Your task
The records are to be copied in their entirety, exactly as given.

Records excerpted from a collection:
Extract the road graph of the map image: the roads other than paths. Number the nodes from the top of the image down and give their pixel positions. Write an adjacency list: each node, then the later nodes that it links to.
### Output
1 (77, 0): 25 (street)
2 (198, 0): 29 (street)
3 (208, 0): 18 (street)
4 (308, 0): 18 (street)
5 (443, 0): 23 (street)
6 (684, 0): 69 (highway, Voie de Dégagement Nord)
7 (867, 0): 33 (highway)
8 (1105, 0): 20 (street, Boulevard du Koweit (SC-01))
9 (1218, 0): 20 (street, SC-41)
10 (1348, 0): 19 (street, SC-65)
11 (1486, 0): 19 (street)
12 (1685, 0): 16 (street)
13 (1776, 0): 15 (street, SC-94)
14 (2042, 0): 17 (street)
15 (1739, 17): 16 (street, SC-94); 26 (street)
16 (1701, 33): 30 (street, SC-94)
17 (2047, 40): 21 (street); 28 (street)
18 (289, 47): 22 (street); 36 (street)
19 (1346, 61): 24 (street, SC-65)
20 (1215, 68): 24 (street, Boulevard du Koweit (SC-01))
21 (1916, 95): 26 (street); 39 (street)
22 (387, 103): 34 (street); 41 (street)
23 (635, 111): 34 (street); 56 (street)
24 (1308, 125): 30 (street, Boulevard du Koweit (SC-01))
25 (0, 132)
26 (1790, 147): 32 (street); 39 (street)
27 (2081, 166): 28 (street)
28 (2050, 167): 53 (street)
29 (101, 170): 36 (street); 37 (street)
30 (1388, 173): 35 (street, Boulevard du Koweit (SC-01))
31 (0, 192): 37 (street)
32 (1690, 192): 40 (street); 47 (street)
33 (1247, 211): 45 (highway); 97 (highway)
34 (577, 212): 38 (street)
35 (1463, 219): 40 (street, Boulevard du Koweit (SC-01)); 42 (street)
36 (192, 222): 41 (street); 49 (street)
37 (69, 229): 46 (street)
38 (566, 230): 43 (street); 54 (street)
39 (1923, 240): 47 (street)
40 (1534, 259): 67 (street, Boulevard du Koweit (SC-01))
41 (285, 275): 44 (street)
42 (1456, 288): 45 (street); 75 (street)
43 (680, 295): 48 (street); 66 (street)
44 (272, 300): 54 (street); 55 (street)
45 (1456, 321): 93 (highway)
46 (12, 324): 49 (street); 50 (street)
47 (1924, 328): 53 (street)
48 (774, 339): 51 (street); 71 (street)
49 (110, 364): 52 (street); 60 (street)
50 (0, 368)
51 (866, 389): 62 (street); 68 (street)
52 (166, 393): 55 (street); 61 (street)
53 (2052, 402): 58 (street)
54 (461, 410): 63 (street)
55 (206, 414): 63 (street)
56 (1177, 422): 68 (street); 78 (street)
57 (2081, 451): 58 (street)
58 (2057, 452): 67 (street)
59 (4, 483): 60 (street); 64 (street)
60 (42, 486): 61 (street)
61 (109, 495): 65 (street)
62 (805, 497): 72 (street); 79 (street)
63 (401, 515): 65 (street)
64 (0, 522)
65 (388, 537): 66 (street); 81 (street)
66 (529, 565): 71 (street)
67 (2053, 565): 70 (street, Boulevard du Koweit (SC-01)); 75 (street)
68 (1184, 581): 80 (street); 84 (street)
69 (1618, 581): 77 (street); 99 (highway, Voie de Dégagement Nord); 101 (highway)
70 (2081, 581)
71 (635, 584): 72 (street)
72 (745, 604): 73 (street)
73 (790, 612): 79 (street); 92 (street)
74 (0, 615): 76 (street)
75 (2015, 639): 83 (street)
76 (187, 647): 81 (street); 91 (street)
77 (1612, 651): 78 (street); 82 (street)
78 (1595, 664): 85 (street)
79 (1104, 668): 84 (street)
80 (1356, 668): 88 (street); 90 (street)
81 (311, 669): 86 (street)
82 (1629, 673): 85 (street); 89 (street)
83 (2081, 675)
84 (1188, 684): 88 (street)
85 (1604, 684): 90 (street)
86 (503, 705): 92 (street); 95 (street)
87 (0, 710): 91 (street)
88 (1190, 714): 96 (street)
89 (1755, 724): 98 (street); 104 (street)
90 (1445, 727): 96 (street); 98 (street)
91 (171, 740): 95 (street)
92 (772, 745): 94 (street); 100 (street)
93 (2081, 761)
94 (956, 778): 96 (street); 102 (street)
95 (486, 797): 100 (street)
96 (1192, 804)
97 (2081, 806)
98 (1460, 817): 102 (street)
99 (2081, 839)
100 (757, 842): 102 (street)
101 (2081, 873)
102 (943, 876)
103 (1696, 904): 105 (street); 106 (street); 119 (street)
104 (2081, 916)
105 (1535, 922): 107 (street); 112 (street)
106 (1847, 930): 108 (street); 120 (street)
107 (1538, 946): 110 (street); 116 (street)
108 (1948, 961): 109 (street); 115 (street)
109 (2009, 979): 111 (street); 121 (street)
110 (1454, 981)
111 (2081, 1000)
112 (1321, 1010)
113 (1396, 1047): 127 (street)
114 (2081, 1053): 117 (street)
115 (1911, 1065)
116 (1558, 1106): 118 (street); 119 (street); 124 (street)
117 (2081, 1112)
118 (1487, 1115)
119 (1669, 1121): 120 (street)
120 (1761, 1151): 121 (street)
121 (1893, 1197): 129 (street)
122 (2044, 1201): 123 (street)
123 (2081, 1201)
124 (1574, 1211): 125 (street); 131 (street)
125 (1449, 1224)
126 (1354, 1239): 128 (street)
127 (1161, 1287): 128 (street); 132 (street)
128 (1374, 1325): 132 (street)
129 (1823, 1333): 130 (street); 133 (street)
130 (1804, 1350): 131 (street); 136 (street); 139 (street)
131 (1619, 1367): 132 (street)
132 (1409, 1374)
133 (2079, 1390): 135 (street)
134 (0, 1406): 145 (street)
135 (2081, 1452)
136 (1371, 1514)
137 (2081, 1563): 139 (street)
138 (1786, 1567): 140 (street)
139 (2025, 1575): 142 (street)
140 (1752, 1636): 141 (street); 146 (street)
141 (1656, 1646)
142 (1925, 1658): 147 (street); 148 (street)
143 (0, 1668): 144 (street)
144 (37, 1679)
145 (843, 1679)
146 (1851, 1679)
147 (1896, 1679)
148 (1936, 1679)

The completed task
Extract the road graph of the map image: the roads other than paths. Number the nodes from the top of the image down and give their pixel positions. Write an adjacency list: each node, then the later nodes that it links to.
### Output
1 (77, 0): 25 (street)
2 (198, 0): 29 (street)
3 (208, 0): 18 (street)
4 (308, 0): 18 (street)
5 (443, 0): 23 (street)
6 (684, 0): 69 (highway, Voie de Dégagement Nord)
7 (867, 0): 33 (highway)
8 (1105, 0): 20 (street, Boulevard du Koweit (SC-01))
9 (1218, 0): 20 (street, SC-41)
10 (1348, 0): 19 (street, SC-65)
11 (1486, 0): 19 (street)
12 (1685, 0): 16 (street)
13 (1776, 0): 15 (street, SC-94)
14 (2042, 0): 17 (street)
15 (1739, 17): 16 (street, SC-94); 26 (street)
16 (1701, 33): 30 (street, SC-94)
17 (2047, 40): 21 (street); 28 (street)
18 (289, 47): 22 (street); 36 (street)
19 (1346, 61): 24 (street, SC-65)
20 (1215, 68): 24 (street, Boulevard du Koweit (SC-01))
21 (1916, 95): 26 (street); 39 (street)
22 (387, 103): 34 (street); 41 (street)
23 (635, 111): 34 (street); 56 (street)
24 (1308, 125): 30 (street, Boulevard du Koweit (SC-01))
25 (0, 132)
26 (1790, 147): 32 (street); 39 (street)
27 (2081, 166): 28 (street)
28 (2050, 167): 53 (street)
29 (101, 170): 36 (street); 37 (street)
30 (1388, 173): 35 (street, Boulevard du Koweit (SC-01))
31 (0, 192): 37 (street)
32 (1690, 192): 40 (street); 47 (street)
33 (1247, 211): 45 (highway); 97 (highway)
34 (577, 212): 38 (street)
35 (1463, 219): 40 (street, Boulevard du Koweit (SC-01)); 42 (street)
36 (192, 222): 41 (street); 49 (street)
37 (69, 229): 46 (street)
38 (566, 230): 43 (street); 54 (street)
39 (1923, 240): 47 (street)
40 (1534, 259): 67 (street, Boulevard du Koweit (SC-01))
41 (285, 275): 44 (street)
42 (1456, 288): 45 (street); 75 (street)
43 (680, 295): 48 (street); 66 (street)
44 (272, 300): 54 (street); 55 (street)
45 (1456, 321): 93 (highway)
46 (12, 324): 49 (street); 50 (street)
47 (1924, 328): 53 (street)
48 (774, 339): 51 (street); 71 (street)
49 (110, 364): 52 (street); 60 (street)
50 (0, 368)
51 (866, 389): 62 (street); 68 (street)
52 (166, 393): 55 (street); 61 (street)
53 (2052, 402): 58 (street)
54 (461, 410): 63 (street)
55 (206, 414): 63 (street)
56 (1177, 422): 68 (street); 78 (street)
57 (2081, 451): 58 (street)
58 (2057, 452): 67 (street)
59 (4, 483): 60 (street); 64 (street)
60 (42, 486): 61 (street)
61 (109, 495): 65 (street)
62 (805, 497): 72 (street); 79 (street)
63 (401, 515): 65 (street)
64 (0, 522)
65 (388, 537): 66 (street); 81 (street)
66 (529, 565): 71 (street)
67 (2053, 565): 70 (street, Boulevard du Koweit (SC-01)); 75 (street)
68 (1184, 581): 80 (street); 84 (street)
69 (1618, 581): 77 (street); 99 (highway, Voie de Dégagement Nord); 101 (highway)
70 (2081, 581)
71 (635, 584): 72 (street)
72 (745, 604): 73 (street)
73 (790, 612): 79 (street); 92 (street)
74 (0, 615): 76 (street)
75 (2015, 639): 83 (street)
76 (187, 647): 81 (street); 91 (street)
77 (1612, 651): 78 (street); 82 (street)
78 (1595, 664): 85 (street)
79 (1104, 668): 84 (street)
80 (1356, 668): 88 (street); 90 (street)
81 (311, 669): 86 (street)
82 (1629, 673): 85 (street); 89 (street)
83 (2081, 675)
84 (1188, 684): 88 (street)
85 (1604, 684): 90 (street)
86 (503, 705): 92 (street); 95 (street)
87 (0, 710): 91 (street)
88 (1190, 714): 96 (street)
89 (1755, 724): 98 (street); 104 (street)
90 (1445, 727): 96 (street); 98 (street)
91 (171, 740): 95 (street)
92 (772, 745): 94 (street); 100 (street)
93 (2081, 761)
94 (956, 778): 96 (street); 102 (street)
95 (486, 797): 100 (street)
96 (1192, 804)
97 (2081, 806)
98 (1460, 817): 102 (street)
99 (2081, 839)
100 (757, 842): 102 (street)
101 (2081, 873)
102 (943, 876)
103 (1696, 904): 105 (street); 106 (street); 119 (street)
104 (2081, 916)
105 (1535, 922): 107 (street); 112 (street)
106 (1847, 930): 108 (street); 120 (street)
107 (1538, 946): 110 (street); 116 (street)
108 (1948, 961): 109 (street); 115 (street)
109 (2009, 979): 111 (street); 121 (street)
110 (1454, 981)
111 (2081, 1000)
112 (1321, 1010)
113 (1396, 1047): 127 (street)
114 (2081, 1053): 117 (street)
115 (1911, 1065)
116 (1558, 1106): 118 (street); 119 (street); 124 (street)
117 (2081, 1112)
118 (1487, 1115)
119 (1669, 1121): 120 (street)
120 (1761, 1151): 121 (street)
121 (1893, 1197): 129 (street)
122 (2044, 1201): 123 (street)
123 (2081, 1201)
124 (1574, 1211): 125 (street); 131 (street)
125 (1449, 1224)
126 (1354, 1239): 128 (street)
127 (1161, 1287): 128 (street); 132 (street)
128 (1374, 1325): 132 (street)
129 (1823, 1333): 130 (street); 133 (street)
130 (1804, 1350): 131 (street); 136 (street); 139 (street)
131 (1619, 1367): 132 (street)
132 (1409, 1374)
133 (2079, 1390): 135 (street)
134 (0, 1406): 145 (street)
135 (2081, 1452)
136 (1371, 1514)
137 (2081, 1563): 139 (street)
138 (1786, 1567): 140 (street)
139 (2025, 1575): 142 (street)
140 (1752, 1636): 141 (street); 146 (street)
141 (1656, 1646)
142 (1925, 1658): 147 (street); 148 (street)
143 (0, 1668): 144 (street)
144 (37, 1679)
145 (843, 1679)
146 (1851, 1679)
147 (1896, 1679)
148 (1936, 1679)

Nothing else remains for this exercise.